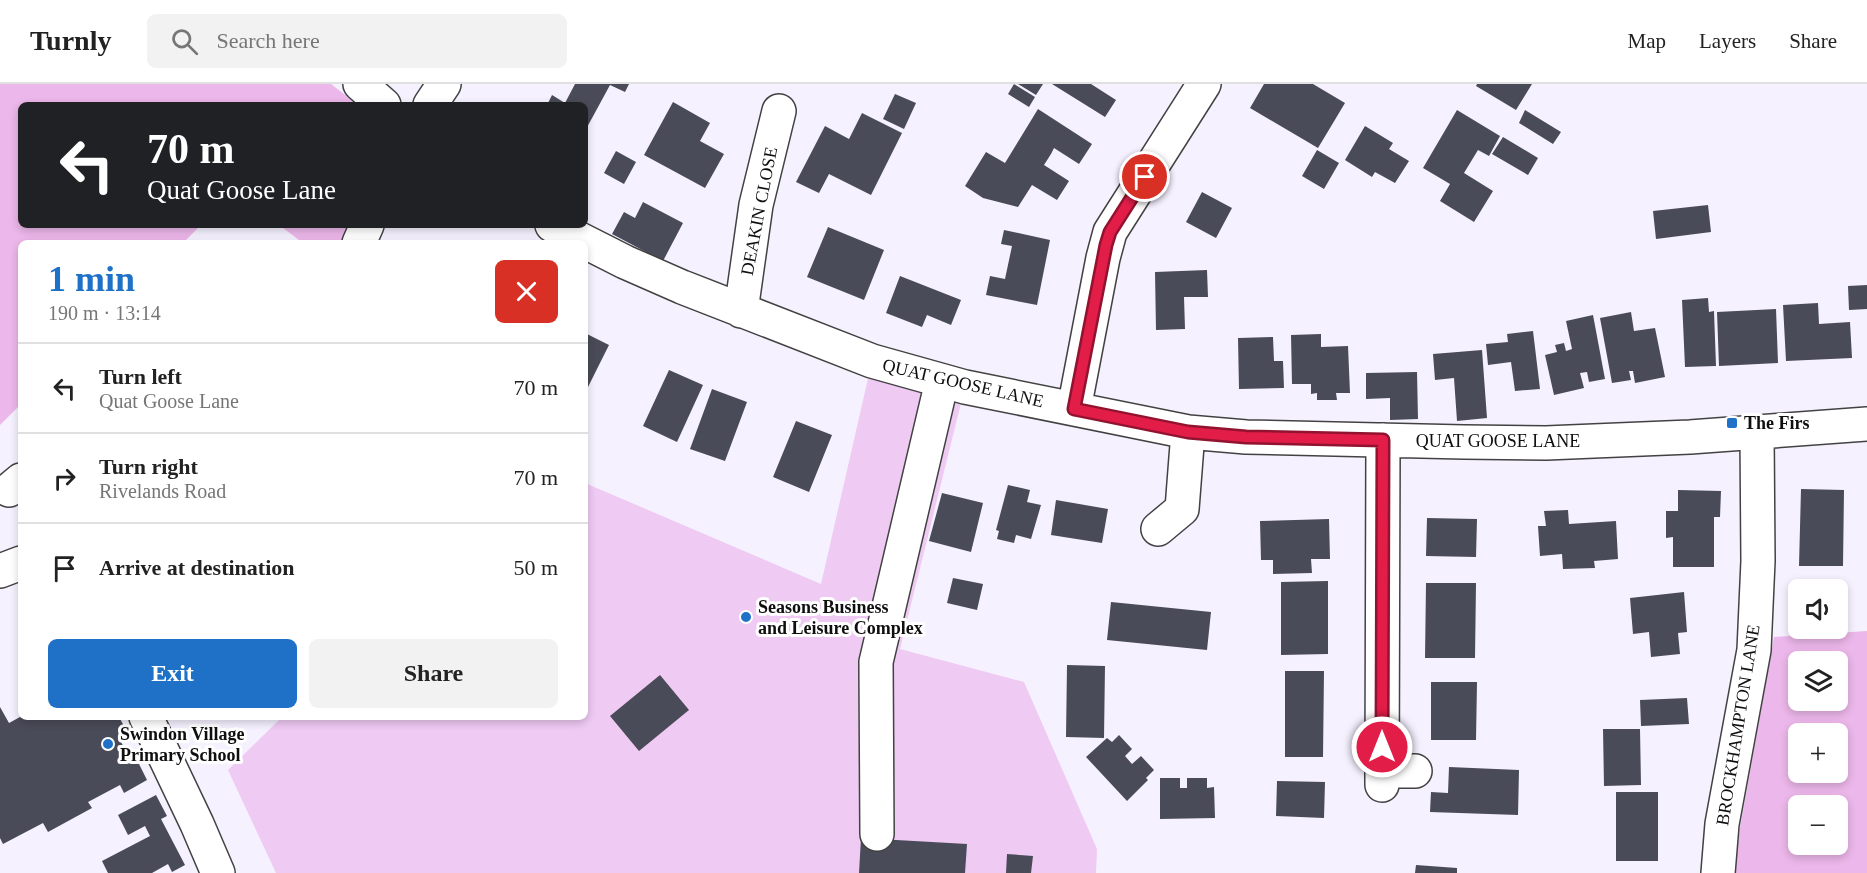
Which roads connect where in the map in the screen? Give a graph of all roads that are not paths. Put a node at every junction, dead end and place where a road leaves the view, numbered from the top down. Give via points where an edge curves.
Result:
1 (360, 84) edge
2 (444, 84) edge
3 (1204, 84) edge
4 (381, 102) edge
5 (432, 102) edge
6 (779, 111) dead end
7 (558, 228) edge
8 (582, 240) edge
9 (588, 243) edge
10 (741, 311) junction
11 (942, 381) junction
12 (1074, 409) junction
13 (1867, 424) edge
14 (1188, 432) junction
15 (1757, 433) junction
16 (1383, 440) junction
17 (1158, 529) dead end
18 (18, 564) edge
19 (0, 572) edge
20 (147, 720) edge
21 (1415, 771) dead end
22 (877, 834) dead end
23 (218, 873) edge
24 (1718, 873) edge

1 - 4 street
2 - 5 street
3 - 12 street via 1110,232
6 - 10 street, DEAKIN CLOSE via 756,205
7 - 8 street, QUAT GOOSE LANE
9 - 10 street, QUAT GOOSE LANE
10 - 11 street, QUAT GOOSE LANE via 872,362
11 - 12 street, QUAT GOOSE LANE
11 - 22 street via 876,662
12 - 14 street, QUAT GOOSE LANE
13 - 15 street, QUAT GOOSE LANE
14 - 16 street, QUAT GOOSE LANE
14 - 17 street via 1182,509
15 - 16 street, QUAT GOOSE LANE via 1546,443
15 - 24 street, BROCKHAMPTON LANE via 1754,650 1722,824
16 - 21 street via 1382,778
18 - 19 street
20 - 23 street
════════════════
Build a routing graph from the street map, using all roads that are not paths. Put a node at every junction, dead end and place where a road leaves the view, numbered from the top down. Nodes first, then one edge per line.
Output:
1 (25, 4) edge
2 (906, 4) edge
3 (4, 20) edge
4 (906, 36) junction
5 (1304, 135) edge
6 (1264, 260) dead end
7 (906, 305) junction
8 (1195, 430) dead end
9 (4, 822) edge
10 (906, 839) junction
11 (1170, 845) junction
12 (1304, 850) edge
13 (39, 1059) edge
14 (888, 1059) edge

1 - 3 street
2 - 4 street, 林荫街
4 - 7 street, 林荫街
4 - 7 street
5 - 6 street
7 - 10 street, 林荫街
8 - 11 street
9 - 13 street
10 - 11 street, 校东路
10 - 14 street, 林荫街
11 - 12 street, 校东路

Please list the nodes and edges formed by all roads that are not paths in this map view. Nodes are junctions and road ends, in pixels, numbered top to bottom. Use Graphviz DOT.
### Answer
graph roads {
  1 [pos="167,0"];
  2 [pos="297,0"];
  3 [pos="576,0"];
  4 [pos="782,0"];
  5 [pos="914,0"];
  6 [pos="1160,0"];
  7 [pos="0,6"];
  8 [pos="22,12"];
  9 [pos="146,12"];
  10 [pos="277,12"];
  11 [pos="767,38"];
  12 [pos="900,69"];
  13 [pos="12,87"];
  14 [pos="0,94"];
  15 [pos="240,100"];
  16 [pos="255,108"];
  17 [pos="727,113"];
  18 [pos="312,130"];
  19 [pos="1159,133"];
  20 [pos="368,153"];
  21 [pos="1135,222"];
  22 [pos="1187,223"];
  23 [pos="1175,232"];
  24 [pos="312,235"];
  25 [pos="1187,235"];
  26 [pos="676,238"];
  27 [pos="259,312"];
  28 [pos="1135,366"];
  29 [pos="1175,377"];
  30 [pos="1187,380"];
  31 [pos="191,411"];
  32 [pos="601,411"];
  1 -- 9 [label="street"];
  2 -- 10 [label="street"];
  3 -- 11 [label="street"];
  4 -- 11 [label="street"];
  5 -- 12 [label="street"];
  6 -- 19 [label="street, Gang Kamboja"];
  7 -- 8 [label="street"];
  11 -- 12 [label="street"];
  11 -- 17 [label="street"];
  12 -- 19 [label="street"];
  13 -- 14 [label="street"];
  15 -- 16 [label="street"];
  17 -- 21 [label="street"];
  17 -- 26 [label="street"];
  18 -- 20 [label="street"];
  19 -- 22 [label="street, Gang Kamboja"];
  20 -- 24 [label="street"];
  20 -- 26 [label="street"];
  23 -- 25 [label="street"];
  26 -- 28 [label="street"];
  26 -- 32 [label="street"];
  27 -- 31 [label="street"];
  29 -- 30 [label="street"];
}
════════════════
Find the string "down" in the records, then copy each line where it occurs.

ANSWER TO THE EXERCISE:
Which roads connect where in the map in the screen? Give a graph of all roads that are not paths. Put a node at every junction, dead end and place where a road leaves the view, numbered from the top down. Give via points where an edge curves.
Build a routing graph from the street map, using all roads that are not paths. Put a node at every junction, dead end and place where a road leaves the view, numbered from the top down. Nodes first, then one edge per line.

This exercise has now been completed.